Bluenose and his men are an excellent source of rumors about the ruins, as they see many adventuring groups firsthand, and they try and keep tabs on where some of the groups are going. Of course, getting rumors out of Bluenose will cost extra.
C The Sunken Vaults
The vaults are a series of massive voids in the ground. The holes themselves extend deep beneath the surface - some of them are 100' deep - but are almost entirely filled with ice. Even the warmest arctic summers aren't enough to melt more than a few feet of surface ice, forming wet pools on top of the ice. There's a series of 8 such vaults in the area.

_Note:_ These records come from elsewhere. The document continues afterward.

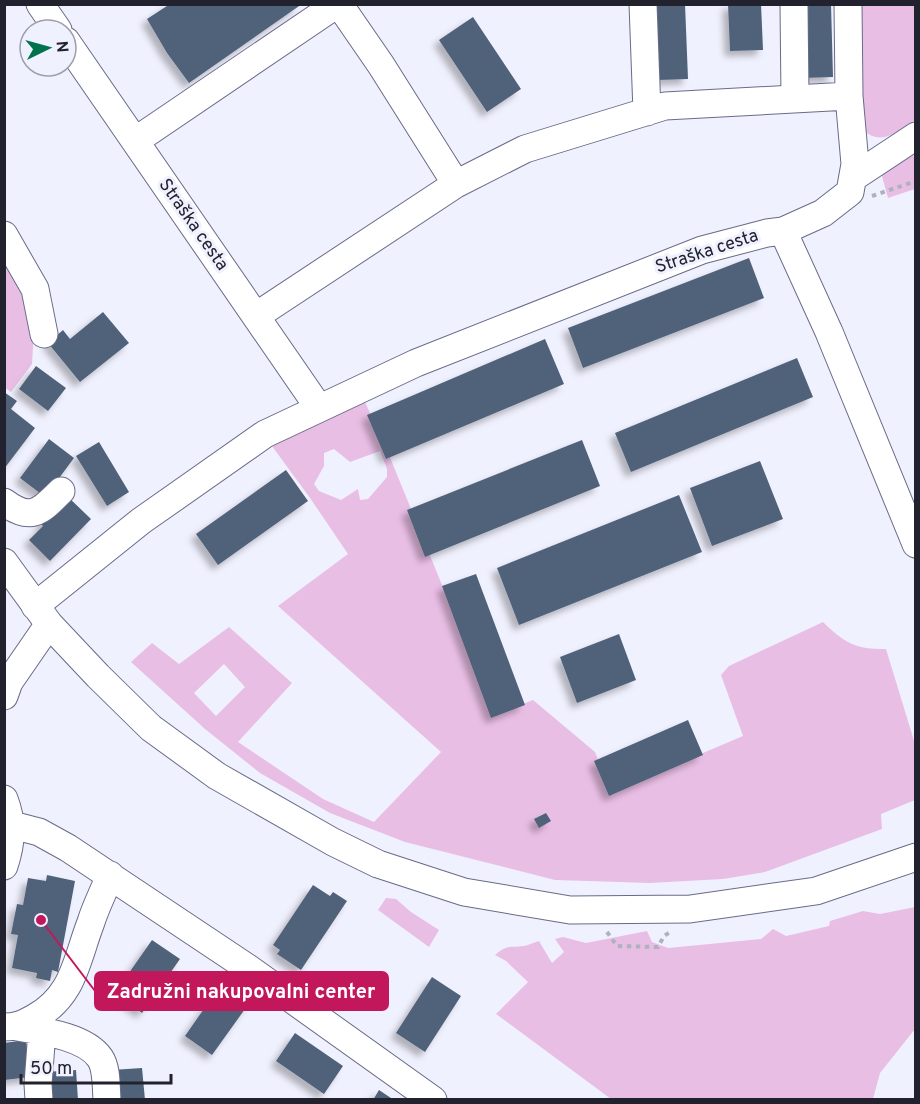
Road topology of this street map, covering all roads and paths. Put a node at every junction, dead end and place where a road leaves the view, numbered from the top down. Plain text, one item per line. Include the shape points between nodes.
1 (40, 4) edge
2 (338, 4) edge
3 (643, 4) edge
4 (794, 4) edge
5 (848, 4) edge
6 (50, 18) edge
7 (78, 58) edge
8 (849, 96) junction
9 (795, 99) junction
10 (647, 112) junction
11 (915, 136) edge
12 (135, 141) junction
13 (854, 177) junction
14 (456, 184) junction
15 (783, 231) junction
16 (4, 235) edge
17 (256, 316) junction
18 (45, 334) dead end
19 (319, 408) junction
20 (61, 491) dead end
21 (4, 502) edge
22 (915, 544) edge
23 (4, 562) edge
24 (42, 615) junction
25 (4, 696) edge
26 (4, 799) edge
27 (12, 825) junction
28 (915, 857) edge
29 (4, 866) edge
30 (110, 875) junction
31 (600, 927) dead end
32 (675, 928) dead end
33 (21, 1028) edge
34 (39, 1100) edge
35 (107, 1100) edge
36 (433, 1100) edge

1 - 6 street
2 - 12 street
2 - 14 street
3 - 10 street
4 - 9 street
5 - 8 street
7 - 12 street, Straška cesta
8 - 9 street
8 - 13 street
9 - 10 street via 665,106
10 - 14 street via 525,149
11 - 13 street
12 - 17 street, Straška cesta
13 - 15 street via 850,192 824,213
14 - 17 street
15 - 19 street, Straška cesta via 702,250 416,363
15 - 22 street, Straška cesta via 829,332
16 - 18 street via 34,289
17 - 19 street, Straška cesta
19 - 24 street, Straška cesta via 265,434 141,520
20 - 21 street via 44,509 30,514 17,512
23 - 24 street
24 - 25 street, Straška cesta
24 - 28 street via 151,728 217,776 378,864 464,892 570,910 690,909 816,891
26 - 27 street
27 - 29 street
27 - 30 street via 39,832
30 - 33 street via 74,977 49,1010
30 - 36 street
31 - 32 path via 617,946 657,947
33 - 34 street
33 - 35 street via 63,1036 87,1047 100,1058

Groups will be able to find stairs and walkways leading down around the outside of some of the vaults, leading to observation decks that allow some visibility into the murky ice through a translucent glass-like plastic. On sunny days when the light reaches deeper into the ice, it's possible to see the shapes of large behemoths frozen in the depths.
D The Maze
There was a point in the city's distant past when this area passed for what would be meditative parkland to the ancients - a sprawling, black walled maze with periodic open areas set for reflection. Used for instruction, the walls of the maze were covered top to bottom with the ancient Grey dot-matrix style writing, describing magical rituals and alchemical formulae for study by students.
Now the maze is strewn with rubble - many of the glossy black rock surfaces are chipped, cracked and ruined, and it's hard to find complete tablets amongst the rubble, but there are a few. Each wall-sized tablet recovered from the maze is either a new spell or an improved version of a basic spell , but a group would need serious rock-moving equipment to move one of the 2-ton slabs out of the rubble. Alternatively, they could camp in the maze and attempt to transcribe the new spells right at the dig site.
'Improved' spells have a 25% greater effect than the standard spell, but will be the same level. An example of an improved spell would be an improved magic missile that does 3-9 damage instead of 2-7 (d6+3 instead of d6+1).
There is a drawback to using an improved spell that won't be immediately obvious to players. Repeated usage of improved spells will slowly reduce the character's spell slot capacity, effectively removing one of their level 1 spell slots for each 5 improved spells they memorize and cast.
Unknown to the players, each improved spell carries in its spell formula a mental virus that leaves behind spell fragments in the caster's memory; after 5 such fragments are left behind, the fragments recombine into a new spell. When this happens, the character will know a new spell has formed in his/her memory but will have no idea what the spell does; it's a viral implant put there by the ancient master that crafted the improved spell in the first place.
There is a simple chart for determining what actions some of these viral spell implants perform; note that the effects of some of the viral spells might be of a higher level than the character would have been able to memorize on his own. The character may eventually choose to cast the unknown foreign spell just to clear his memory and get the spell slot back!
I love that picture, and the idea that some (or many) poor schmucks had to carve all that while hanging from ropes.
ReplyDeleteThe ancient trapped spells are a great idea. Generally I have much appreciation for Black City - it seems like you're going for a feeling similar to my Apollyon with the horror aspects, and I like the way you do it. I will continue plundering your ideas.